◆ PROBLEM TO SOLVE
In the entries below, count every line with the word "SkPaint". Return only the count.

◆ RECORDS FOR THE EXERCISE

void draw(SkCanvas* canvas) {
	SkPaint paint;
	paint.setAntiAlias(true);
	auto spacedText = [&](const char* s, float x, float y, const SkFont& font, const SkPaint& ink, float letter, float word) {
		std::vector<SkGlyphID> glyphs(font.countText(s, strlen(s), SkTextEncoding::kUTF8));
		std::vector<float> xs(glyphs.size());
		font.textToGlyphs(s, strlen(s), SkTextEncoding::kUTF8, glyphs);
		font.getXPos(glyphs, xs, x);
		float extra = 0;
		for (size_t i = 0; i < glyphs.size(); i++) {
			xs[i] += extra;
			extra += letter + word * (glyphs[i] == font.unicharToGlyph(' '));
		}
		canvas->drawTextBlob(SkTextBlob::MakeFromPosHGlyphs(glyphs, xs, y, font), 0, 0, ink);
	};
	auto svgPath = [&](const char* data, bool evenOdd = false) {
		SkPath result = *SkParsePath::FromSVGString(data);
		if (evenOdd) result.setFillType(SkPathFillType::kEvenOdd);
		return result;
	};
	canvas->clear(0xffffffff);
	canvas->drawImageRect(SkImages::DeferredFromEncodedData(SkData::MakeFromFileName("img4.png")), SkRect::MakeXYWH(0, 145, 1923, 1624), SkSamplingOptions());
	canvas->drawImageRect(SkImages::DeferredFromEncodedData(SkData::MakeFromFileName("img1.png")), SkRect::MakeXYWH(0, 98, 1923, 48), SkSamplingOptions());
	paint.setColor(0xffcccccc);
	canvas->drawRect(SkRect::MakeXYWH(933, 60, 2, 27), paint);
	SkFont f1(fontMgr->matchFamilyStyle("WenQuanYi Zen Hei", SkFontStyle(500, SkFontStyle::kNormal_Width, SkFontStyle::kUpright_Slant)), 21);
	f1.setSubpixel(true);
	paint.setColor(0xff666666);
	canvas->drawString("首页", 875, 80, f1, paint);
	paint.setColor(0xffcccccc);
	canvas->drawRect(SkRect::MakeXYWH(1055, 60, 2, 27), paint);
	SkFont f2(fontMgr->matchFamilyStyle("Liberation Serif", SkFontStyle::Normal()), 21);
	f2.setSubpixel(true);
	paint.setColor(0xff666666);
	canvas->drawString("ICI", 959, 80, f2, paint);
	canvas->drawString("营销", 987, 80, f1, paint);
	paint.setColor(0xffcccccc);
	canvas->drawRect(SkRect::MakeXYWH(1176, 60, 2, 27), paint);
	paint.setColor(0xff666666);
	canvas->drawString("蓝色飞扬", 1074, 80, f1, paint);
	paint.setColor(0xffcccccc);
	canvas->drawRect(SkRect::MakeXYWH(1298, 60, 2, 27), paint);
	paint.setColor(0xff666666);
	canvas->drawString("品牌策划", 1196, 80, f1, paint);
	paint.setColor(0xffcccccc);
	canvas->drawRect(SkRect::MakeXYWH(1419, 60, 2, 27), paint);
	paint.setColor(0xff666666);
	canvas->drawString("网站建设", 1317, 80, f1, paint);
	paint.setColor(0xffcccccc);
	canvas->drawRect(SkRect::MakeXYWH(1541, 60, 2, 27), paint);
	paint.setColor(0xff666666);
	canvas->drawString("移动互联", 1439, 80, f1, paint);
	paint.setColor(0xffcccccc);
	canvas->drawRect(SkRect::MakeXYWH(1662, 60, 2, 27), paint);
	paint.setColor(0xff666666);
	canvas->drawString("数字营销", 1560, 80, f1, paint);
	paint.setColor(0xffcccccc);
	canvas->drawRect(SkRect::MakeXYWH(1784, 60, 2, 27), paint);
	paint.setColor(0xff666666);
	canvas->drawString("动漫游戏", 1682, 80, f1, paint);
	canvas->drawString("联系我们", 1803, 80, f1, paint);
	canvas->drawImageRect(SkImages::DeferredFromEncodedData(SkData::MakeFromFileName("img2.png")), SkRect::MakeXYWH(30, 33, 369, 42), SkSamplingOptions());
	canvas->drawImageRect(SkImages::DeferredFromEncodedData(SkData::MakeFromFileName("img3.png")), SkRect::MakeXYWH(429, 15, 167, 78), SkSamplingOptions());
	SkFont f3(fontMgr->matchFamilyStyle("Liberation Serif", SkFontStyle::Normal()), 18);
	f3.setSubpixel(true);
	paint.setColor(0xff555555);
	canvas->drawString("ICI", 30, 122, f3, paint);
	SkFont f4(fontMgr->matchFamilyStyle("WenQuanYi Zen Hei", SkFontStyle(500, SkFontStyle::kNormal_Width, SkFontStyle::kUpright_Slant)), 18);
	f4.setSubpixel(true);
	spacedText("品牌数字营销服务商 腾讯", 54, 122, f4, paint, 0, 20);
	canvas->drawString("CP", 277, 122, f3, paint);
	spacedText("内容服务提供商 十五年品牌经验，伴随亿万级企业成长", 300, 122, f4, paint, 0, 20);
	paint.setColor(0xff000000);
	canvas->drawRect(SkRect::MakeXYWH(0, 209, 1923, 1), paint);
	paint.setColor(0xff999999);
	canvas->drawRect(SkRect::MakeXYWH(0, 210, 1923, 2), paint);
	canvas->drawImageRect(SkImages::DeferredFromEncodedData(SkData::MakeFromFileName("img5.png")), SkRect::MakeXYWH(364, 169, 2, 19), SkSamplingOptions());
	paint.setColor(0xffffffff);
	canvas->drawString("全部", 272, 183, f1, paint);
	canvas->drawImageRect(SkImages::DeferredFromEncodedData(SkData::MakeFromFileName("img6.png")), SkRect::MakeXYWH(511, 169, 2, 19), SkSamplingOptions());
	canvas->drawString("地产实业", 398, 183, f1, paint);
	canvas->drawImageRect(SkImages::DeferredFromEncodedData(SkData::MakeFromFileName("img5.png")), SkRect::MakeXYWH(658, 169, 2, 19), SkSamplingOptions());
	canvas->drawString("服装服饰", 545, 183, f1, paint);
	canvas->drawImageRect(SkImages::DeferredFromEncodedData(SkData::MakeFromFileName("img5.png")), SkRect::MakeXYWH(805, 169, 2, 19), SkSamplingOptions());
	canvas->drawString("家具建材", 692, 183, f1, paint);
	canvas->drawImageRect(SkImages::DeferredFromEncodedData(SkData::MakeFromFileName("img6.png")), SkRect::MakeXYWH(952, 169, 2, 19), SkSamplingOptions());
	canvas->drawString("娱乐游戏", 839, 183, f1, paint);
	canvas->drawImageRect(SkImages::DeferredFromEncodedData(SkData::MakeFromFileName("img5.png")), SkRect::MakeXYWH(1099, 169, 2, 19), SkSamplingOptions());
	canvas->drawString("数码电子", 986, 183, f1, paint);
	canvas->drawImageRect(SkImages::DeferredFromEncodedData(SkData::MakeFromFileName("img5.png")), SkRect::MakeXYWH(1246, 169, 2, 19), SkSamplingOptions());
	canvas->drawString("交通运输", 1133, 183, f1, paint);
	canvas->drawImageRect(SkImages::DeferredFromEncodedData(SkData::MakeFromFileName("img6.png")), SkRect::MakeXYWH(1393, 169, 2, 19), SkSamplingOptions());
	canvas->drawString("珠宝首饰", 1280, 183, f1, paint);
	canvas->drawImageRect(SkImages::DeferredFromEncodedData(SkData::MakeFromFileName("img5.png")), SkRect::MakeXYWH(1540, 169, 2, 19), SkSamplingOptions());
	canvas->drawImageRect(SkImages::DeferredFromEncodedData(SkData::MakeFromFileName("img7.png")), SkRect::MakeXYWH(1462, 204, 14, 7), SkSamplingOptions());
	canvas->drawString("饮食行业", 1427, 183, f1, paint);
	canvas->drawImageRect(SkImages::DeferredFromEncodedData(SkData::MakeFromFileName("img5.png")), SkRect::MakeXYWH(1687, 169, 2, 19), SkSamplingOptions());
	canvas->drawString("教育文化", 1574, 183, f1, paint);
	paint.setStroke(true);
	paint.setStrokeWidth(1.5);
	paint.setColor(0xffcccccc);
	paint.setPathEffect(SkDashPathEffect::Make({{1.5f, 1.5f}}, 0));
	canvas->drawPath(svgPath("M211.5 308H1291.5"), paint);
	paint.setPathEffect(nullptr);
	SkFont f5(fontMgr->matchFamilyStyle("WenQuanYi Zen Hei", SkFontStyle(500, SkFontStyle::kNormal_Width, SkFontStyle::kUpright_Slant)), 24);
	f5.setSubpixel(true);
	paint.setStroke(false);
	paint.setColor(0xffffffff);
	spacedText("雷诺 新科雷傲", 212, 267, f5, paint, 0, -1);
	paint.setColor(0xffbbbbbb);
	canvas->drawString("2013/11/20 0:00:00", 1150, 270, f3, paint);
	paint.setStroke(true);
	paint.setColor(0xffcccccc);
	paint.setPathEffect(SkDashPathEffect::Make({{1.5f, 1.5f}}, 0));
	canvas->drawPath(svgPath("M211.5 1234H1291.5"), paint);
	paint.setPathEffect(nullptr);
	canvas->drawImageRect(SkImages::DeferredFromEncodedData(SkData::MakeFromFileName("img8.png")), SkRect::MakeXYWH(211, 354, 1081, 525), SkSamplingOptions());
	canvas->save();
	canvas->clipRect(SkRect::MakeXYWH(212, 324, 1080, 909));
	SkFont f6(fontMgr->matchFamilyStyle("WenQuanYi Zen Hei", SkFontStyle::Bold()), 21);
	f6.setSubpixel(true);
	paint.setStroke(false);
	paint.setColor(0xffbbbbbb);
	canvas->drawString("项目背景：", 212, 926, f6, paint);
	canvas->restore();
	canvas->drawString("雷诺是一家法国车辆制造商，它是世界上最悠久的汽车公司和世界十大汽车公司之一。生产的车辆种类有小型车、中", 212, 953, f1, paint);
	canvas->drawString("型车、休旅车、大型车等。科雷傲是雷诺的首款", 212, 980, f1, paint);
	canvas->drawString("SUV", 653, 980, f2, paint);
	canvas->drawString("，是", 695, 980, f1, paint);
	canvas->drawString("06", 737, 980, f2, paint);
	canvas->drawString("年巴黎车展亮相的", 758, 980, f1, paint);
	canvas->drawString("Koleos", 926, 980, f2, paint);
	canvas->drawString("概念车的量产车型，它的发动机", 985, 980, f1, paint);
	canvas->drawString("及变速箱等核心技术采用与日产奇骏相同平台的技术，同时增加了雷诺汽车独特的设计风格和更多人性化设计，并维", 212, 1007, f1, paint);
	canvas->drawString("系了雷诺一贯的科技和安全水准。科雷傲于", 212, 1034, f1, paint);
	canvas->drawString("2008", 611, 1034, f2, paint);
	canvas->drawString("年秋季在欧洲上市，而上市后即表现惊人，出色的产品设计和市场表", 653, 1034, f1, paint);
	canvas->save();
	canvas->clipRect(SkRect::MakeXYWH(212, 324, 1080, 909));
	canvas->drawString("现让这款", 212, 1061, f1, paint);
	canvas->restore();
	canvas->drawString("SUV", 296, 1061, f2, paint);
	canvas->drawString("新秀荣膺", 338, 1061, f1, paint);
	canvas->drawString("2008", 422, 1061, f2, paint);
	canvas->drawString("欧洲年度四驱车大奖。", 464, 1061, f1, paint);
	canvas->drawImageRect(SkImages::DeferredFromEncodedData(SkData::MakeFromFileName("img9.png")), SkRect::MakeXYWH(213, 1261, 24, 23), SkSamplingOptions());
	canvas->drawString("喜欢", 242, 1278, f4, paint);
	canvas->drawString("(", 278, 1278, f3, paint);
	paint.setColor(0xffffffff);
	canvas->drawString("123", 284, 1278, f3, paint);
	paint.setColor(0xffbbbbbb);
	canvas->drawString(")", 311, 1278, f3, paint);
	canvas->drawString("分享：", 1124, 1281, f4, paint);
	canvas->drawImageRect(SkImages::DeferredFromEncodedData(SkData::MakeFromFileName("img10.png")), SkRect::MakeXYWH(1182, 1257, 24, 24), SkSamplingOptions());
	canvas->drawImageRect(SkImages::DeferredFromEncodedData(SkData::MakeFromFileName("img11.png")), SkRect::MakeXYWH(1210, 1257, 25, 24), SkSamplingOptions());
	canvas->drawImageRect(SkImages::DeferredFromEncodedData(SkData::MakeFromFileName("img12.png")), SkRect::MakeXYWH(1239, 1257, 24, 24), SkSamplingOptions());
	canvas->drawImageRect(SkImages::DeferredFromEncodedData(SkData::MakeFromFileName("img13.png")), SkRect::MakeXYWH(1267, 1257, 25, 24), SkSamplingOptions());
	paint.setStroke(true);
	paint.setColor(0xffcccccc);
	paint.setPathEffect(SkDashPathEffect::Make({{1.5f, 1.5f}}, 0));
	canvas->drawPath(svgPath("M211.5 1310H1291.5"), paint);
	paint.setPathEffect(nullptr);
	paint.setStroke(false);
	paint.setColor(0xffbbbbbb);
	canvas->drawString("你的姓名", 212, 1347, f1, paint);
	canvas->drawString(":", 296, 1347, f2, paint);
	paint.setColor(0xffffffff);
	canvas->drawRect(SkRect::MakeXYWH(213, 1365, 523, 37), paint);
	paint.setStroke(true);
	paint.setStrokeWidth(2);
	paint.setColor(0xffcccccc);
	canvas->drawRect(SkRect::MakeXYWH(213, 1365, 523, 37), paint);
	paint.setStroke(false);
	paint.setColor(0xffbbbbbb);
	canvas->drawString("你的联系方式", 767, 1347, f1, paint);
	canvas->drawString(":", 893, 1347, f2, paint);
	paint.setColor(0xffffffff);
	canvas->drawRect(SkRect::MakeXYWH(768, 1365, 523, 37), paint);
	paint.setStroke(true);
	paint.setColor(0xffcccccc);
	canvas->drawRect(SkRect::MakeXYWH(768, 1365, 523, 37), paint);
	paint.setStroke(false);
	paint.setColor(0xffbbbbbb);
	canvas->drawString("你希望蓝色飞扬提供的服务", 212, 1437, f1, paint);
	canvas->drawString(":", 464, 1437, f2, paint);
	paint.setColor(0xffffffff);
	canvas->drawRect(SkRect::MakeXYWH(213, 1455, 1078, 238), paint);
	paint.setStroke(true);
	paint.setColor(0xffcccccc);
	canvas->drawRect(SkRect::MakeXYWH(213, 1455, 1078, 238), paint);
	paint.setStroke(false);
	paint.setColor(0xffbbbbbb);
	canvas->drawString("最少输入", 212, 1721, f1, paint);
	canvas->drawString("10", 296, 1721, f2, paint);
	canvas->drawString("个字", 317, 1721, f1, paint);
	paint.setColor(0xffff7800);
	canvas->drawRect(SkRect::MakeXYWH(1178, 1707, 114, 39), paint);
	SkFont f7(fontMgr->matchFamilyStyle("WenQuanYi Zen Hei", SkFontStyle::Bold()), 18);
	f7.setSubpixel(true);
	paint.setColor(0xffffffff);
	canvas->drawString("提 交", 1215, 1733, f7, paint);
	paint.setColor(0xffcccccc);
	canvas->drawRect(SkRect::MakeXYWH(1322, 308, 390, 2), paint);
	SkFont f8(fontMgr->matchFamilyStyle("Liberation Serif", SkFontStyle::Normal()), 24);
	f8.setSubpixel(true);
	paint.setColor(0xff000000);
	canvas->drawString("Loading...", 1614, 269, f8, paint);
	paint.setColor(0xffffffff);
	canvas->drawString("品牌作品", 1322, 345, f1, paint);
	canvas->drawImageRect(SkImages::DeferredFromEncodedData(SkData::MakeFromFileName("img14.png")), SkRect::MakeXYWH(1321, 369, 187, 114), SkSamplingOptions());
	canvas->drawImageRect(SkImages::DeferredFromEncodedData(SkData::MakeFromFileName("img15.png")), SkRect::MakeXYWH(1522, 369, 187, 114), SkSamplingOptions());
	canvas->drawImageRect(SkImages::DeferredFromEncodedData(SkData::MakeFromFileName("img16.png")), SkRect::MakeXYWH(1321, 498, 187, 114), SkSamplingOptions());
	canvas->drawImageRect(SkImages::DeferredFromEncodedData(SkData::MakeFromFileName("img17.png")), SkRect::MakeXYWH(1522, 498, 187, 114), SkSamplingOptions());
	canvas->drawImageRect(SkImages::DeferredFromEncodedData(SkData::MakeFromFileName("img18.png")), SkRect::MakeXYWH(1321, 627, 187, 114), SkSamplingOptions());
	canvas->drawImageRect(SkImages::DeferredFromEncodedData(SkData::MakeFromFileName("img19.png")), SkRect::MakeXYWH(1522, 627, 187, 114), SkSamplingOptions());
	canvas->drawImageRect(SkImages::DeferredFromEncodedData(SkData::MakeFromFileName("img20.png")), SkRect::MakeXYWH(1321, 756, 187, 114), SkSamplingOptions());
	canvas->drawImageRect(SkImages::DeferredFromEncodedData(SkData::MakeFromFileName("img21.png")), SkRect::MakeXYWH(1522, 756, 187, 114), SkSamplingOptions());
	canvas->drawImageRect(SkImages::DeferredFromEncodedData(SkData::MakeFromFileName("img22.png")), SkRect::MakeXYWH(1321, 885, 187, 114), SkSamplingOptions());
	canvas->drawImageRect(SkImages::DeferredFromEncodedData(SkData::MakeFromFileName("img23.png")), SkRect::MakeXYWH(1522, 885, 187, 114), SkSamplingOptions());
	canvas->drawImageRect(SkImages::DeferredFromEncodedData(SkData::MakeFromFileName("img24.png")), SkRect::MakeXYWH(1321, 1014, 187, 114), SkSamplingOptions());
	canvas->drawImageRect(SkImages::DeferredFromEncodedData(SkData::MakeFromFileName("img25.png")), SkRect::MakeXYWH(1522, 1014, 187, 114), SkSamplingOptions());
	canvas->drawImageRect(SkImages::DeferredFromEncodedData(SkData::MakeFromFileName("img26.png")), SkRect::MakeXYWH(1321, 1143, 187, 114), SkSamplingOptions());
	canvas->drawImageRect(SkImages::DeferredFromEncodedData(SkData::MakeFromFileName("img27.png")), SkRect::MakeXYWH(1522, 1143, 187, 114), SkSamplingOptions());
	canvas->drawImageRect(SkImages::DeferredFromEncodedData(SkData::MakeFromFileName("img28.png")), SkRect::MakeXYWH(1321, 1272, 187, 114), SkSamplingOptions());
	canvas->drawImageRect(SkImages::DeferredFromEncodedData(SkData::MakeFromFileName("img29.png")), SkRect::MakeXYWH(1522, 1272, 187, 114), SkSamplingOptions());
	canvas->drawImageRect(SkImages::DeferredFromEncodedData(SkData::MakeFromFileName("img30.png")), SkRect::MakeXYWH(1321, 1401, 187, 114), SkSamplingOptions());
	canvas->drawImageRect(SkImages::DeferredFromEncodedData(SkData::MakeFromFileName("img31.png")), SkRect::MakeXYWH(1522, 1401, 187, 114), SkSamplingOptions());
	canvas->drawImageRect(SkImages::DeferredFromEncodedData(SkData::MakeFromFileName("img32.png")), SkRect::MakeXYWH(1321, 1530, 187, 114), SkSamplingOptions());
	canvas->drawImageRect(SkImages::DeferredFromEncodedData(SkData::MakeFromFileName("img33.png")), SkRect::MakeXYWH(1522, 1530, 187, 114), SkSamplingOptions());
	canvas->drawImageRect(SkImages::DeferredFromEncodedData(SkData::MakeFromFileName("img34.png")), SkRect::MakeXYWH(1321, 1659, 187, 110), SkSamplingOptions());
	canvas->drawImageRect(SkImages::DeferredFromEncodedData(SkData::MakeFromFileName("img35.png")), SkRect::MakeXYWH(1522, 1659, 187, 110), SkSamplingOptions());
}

◆ TASK RESPONSE
2